Abigail Woods Abigail Woods | September 26, 2022 | Culture
BRANDY HALL, FOUNDER AND MANAGING DIRECTOR OF ATLANTA-BASED LANDSCAPE COMPANY SHADES OF GREEN PERMACULTURE, TALKS HER ROLE, GARDENING DURING FALL AND WINTER, AND SOME OF HER FAVORITE PROJECTS.
As founder and managing director of Shades of Green Permaculture (@shades_ of_ green_ permaculture), it could be said that Brandy Hall knows a thing or two about tending to the land. The landscape firm, which specializes in regenerative landscapes, ecological design and permaculture, works with over 1,000 clients to design landscapes that support ecology. Starting the business in 2008 with a passion for helping people connect with the land and encouraging them to live healthier lives, Hall explains she’s had a lifelong desire to create harmony between the human-built environment and the natural world—a feat she has been accomplishing for the past 14 years.
Brandy Hall PORTRAIT BY AUDRA MELTON
As the boss of the company, Hall says her role includes driving the big vision for the company and having a bird’s-eye view on how it operates, helping drive strategic initiatives; maintaining the overall financial health of the company; leading the educational offerings; and, currently, envisioning and implementing changes to the design department. Evidently a wearer of many hats, Hall also has a general contractor’s license, is trained as a stone mason and has a master’s in contemplative education—all of which contributed to the background she needed before opening Shades of Green Permaculture.
Some of Hall’s favorite projects include the work she and her team did with Monday Night Garage in the West End. Here, they turned a plot of thick asphalt and gravel into a sustainable garden and orchard that contributes to brewery production. A second favorite of Hall’s is an off-grid homestead in North Carolina where the team designed a complex water system, a process that involved tapping a spring and routing it mechanically through a gravity pump, which fed the entire site by gravity with 60 psi and no electricity.
According to Hall, “Autumn is a great time to tend to your garden because it’s an opportunity to start introducing sustainability. Managing your garden more ecologically this time of year will benefit wildlife heading into the winter and give your plants a head start next spring.”

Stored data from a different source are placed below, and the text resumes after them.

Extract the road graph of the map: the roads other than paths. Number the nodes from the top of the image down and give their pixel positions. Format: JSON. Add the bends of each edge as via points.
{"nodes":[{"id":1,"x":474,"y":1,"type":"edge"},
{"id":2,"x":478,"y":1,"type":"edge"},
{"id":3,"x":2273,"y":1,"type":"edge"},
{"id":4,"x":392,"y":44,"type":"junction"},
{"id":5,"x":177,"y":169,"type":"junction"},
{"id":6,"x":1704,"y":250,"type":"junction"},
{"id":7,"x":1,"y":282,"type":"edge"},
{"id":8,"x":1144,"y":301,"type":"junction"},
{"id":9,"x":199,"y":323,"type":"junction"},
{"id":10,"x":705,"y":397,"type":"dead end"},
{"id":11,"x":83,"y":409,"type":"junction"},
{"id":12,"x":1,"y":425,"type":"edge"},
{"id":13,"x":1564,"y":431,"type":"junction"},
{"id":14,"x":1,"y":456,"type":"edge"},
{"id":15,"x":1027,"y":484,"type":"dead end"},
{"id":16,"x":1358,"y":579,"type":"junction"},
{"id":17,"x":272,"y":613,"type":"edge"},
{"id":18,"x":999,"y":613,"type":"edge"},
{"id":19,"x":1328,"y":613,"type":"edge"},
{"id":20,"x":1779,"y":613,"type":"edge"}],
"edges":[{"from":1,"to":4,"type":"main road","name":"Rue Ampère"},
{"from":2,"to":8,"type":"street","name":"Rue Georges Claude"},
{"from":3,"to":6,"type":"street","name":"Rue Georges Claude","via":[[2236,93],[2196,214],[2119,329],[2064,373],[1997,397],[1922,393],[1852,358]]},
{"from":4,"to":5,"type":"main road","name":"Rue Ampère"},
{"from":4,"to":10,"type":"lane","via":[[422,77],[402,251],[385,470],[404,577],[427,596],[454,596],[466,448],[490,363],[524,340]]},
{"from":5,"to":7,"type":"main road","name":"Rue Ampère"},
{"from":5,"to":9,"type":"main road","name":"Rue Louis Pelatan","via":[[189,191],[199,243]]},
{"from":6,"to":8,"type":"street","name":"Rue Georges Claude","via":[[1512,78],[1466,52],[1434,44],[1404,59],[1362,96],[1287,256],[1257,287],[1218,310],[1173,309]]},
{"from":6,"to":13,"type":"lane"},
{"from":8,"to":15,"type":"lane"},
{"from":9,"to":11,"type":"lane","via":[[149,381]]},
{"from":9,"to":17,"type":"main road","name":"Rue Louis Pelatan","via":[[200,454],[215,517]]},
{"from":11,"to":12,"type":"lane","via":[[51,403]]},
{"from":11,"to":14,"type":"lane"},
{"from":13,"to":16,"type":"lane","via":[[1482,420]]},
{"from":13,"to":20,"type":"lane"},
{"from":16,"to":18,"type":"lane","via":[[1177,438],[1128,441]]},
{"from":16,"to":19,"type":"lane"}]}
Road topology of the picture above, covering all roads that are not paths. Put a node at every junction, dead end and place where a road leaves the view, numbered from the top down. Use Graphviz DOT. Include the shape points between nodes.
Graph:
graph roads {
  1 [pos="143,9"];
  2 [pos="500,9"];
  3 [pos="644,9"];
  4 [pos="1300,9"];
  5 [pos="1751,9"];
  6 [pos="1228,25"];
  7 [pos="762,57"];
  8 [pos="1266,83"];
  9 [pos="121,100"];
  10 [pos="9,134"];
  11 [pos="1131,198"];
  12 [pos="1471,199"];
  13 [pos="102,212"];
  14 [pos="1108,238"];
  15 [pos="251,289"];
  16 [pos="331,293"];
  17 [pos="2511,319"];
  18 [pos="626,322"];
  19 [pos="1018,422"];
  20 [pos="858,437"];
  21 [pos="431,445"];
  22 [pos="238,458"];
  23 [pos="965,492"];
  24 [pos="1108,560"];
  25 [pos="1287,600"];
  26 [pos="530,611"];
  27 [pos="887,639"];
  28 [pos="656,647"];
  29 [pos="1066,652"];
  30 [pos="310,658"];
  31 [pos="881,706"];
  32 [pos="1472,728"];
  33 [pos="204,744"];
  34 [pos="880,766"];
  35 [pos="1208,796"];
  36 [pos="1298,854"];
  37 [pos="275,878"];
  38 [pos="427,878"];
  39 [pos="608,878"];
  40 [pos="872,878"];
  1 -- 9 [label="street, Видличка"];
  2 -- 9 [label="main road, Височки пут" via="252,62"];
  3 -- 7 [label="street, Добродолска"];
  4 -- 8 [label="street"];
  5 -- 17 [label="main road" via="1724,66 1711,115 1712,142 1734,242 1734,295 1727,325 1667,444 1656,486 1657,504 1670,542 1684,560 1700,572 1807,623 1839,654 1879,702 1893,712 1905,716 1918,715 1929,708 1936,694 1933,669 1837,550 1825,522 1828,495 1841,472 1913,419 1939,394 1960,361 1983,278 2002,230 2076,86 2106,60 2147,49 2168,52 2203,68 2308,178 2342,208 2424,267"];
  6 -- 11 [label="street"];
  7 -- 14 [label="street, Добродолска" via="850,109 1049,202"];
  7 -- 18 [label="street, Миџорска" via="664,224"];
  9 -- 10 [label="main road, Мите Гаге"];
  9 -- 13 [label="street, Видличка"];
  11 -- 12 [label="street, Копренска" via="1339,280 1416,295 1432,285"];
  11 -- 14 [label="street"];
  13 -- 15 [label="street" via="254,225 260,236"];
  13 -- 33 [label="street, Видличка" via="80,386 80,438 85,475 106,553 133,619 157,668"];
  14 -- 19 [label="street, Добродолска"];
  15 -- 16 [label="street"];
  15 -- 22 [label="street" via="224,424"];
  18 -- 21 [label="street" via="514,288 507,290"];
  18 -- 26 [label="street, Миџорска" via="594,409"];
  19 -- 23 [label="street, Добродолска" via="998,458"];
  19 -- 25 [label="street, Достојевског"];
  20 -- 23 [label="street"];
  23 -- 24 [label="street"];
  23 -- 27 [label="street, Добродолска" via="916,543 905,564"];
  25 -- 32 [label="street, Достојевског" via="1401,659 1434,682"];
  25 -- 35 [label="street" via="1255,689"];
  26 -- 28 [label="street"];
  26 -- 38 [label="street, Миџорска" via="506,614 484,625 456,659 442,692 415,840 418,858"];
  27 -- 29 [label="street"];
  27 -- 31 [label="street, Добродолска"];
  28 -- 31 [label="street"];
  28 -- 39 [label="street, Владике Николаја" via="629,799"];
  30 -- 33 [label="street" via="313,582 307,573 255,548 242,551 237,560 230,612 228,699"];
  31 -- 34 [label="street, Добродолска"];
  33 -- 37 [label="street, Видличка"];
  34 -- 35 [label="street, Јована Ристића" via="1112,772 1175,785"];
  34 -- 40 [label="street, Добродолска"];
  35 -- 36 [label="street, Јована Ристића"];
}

Regenerative landscape designed by Shades of Green Permaculture. LANDSCAPE PHOTO BY VIRGINIE DRUJON-KIPPELEN; BACKGROUND PHOTO BY BGFOTO/ISTOCK
Fall is also the ideal time to clean up and replenish your garden with fresh compost to build healthy soil, especially in Georgia where compact red clay is widespread. Not only does this healthy soil retain water, but it also supports thriving plants, protects the garden throughout cold winter months and stores carbon dioxide. Hall also adds that with the fall months comes a surplus of fallen leaves; instead of throwing these away, she advises spreading them over garden beds to maintain moisture and protect habitats. Alternatively, she suggests mowing over the leaves to break them up and then scattering the finer pieces throughout the garden. Don’t know what to do with deadheads polluting your garden in the colder months? Hall advises leaving deadheads on all blooms during fall and winter as birds can feed off of them and insects can find sanction inside of them.